On New Year's Day, the Combat Command was in a new assembly area. I was standing in Eleanor's ring mount with a pair of German binoculars watching fighters and bombers in a dogfight right over my head. It was a clear, cold day. Then something flashed across my lenses and I said "What the hell is that?" I realized it was a fast-moving airplane - very fast. I had just seen my first jet, but didn't know it.

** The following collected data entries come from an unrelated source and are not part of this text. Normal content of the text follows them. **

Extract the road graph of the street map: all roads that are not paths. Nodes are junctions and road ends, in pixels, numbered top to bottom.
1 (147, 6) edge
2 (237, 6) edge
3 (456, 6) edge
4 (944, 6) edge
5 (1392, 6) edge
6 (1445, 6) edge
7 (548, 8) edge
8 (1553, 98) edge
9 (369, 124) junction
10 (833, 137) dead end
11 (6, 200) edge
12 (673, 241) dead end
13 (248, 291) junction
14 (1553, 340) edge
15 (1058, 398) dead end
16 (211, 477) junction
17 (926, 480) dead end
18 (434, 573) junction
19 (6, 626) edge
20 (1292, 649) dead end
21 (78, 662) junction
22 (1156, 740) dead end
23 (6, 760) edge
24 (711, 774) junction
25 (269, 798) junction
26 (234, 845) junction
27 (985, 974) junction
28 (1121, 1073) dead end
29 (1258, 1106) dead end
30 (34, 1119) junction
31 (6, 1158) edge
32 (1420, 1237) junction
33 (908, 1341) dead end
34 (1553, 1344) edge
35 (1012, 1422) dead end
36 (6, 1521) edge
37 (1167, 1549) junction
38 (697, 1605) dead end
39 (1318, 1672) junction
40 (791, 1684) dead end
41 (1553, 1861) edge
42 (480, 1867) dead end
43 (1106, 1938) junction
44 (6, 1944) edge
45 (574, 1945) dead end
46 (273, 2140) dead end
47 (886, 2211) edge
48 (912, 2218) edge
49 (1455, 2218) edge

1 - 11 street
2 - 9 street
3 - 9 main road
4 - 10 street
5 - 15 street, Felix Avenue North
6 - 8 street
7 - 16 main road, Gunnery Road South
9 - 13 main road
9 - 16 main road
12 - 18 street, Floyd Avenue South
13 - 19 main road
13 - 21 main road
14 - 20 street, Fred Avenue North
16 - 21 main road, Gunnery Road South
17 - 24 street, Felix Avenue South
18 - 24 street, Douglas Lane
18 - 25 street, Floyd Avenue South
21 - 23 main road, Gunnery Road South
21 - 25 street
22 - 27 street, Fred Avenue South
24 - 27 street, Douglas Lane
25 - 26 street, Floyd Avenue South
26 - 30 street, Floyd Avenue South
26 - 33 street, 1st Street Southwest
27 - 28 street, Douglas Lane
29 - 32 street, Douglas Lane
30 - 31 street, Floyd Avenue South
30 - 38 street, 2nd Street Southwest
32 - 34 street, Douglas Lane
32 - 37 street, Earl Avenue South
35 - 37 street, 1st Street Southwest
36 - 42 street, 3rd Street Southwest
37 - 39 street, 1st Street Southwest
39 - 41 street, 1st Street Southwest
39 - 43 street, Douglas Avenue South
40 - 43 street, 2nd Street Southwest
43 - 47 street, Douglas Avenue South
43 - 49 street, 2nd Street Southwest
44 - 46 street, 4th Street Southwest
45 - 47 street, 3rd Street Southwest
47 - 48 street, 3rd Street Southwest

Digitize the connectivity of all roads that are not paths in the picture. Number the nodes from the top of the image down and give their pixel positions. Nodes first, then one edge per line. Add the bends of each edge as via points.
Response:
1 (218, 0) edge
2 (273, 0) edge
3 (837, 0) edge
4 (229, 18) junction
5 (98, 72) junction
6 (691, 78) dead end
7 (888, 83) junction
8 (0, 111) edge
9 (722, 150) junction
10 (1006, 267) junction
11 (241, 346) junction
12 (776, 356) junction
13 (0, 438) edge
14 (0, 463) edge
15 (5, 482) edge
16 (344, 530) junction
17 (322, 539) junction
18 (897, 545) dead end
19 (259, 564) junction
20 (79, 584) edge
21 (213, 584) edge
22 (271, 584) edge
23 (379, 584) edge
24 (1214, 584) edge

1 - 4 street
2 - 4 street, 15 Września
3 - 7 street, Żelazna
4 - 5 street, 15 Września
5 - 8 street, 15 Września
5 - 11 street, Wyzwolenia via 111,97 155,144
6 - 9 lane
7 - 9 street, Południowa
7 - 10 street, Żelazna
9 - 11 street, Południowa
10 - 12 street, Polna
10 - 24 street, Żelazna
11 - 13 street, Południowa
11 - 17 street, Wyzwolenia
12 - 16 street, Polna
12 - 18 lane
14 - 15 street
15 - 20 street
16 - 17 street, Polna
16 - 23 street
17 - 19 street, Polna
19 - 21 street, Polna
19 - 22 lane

On January 3, 1945 we left Eleanor to go on foot in the big attack to push the Germans out of Belgium. The snow was deep by that time - maybe 14-15 inches, and we still had our regular GI uniforms, no special winter gear, and no white coveralls like the krauts had.
During the middle of the Bulge, we came out of the line and E-12 came up to us. We had a short rest, got new socks, long overcoats, and the big twelve buckle overshoes - then back into the fight. That was the last time I saw Eleanor. I know she went on to the end of the war and wound up no one knows where.
E-12 was a good vehicle. She was made by White and gave us a great ride when we were with her. She was infinitely more comfortable than the back deck of a Sherman M4 tank. And it sure beat walking. Her armor wasn't that much, but when we were in her it was all we had, and it felt good.
I went to the ETO in the USCG Wakefield, a large fast transport that carried many thousands of troops across the Atlantic. I tracked the Wakefield on her last journeys and found that she ended up in India and then was scrapped. Eleanor took our troops from England to France to Belgium then to Germany, and I have often wondered where she finished her travels. Maybe, as war surplus, she continued to fight on in Israel, or Russia, Africa, or South America. Wherever, I'm sure she carried on, just as reliable as she was with the 3rd Armored Division.